Quotulatiousness

December 19, 2019

QotD: The “fitness club” scam

Filed under: Business, Environment, Health, Quotations — Tags: , , — Nicholas @ 01:00

As any good cult leader knows, the real money in running a cult doesn’t come from the cultists themselves. It comes from the hangers-on who buy your products and vote for you. Think of it like the gym. Notice how all the gyms these days are called “fitness clubs?” It’s a brilliant marketing move, straight out of the UFO cult playbook. Gyms fitness clubs don’t make their money off the small hard core of people who work out every day. Rather, it’s the people who sign up — who join the club — but never actually go.

Here’s how you talk yourself into a gym fitness club membership: “I need to get in shape. So I’ll buy a club membership. That way, I can go whenever I want.” In Festinger’s taxonomy […] you’re at step 2: You’ve taken a significant action in line with your belief. Gyms fitness clubs add a further refinement of late-20th century marketing, in that they offer you a yuuuuge “discount” off the outrageously-high signup fee, but the underlying psychological process is the same.

And now you’re set up for the disconfirmations — that is, all those times you think about going to the gym, but don’t actually go. Objectively you’re wasting your money, but psychologically you’re committed to the idea of yourself as someone who does “fitness” — you’re in a fitness club, after all! And since everyone you know is doing the same thing — fully 75% of conversations one overhears at Starbucks are soccer moms griping about how they need to work out, but just can’t find the time — you’re in, all the way, […].

The “climate change” scam works the same way.
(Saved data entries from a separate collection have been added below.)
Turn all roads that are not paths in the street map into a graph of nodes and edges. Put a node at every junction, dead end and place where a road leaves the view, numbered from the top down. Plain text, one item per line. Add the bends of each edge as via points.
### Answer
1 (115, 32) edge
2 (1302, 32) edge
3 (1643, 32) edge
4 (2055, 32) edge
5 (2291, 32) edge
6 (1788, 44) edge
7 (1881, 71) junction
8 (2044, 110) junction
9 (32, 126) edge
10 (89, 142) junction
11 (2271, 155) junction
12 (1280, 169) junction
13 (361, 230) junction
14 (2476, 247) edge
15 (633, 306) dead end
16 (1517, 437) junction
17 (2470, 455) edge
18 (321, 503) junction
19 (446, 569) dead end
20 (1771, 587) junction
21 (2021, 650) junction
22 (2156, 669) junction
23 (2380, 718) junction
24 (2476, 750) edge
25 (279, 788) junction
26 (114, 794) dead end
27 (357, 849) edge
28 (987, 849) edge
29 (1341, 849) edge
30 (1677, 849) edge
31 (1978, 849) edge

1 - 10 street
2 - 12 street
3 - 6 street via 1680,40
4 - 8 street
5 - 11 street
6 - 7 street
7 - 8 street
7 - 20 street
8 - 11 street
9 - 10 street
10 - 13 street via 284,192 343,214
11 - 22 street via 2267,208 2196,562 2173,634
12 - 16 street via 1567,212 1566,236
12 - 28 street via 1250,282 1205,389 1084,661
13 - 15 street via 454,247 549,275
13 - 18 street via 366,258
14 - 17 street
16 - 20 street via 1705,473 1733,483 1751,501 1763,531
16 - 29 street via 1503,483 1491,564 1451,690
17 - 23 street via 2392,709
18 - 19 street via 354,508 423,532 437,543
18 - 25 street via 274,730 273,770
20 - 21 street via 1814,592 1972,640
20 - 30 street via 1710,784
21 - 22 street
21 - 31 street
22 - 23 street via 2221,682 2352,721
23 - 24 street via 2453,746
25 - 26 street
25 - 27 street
When she’s on the campaign trail pimping the “Green New Deal,” Fauxcahontas Warren knows she doesn’t have to pitch it to the eco-freaks; they’d vote for her no matter what. She has to pitch it to the normies, fitness club-style. That’s where the “climate change” nomenclature really pays off. It’s shockingly easy to get people convinced of a lunatic belief. All you have to do is a) get ’em early, and b) overload them with “evidence.” You know the drill: These days, we’re lectured practically from birth that we must Do Something! for The Environment! … and the “evidence” for this, of course, is the ceaseless, dramatic variation in daily temperature the un-indoctrinated call “weather,” plus all the other dramatic variations in climate that didn’t happen. So long as you pitch it with complete self-righteousness, people with the critical thinking skills of five year olds will fall in line every time.

Then all you have to do is get people to take action … which the government, in all its wonderful helpfulness, has already done: Low-flow toilets, those stupid twisty “light” bulbs, toilet paper that either shreds on contact with skin or sandpapers your asshole off, plastic straw bans, mandatory recycling, you name it. And I’m sure y’all realize by now that the fact that none of this stuff actually works is a feature, not a bug. Since it’s the disconfirmations that get you. That’s the pitch to the normies — you obviously care about “the environment,” in the same way you care about “fitness.” Just as the “fitness club” owners will happily keep cashing your checks while you remain a diabetic lardass, so Fauxcahontas will keep cashing your checks while the weather stubbornly remains the weather …

Severian, “What Happens if the UFO Actually Comes?”, Rotten Chestnuts, 2019-09-25.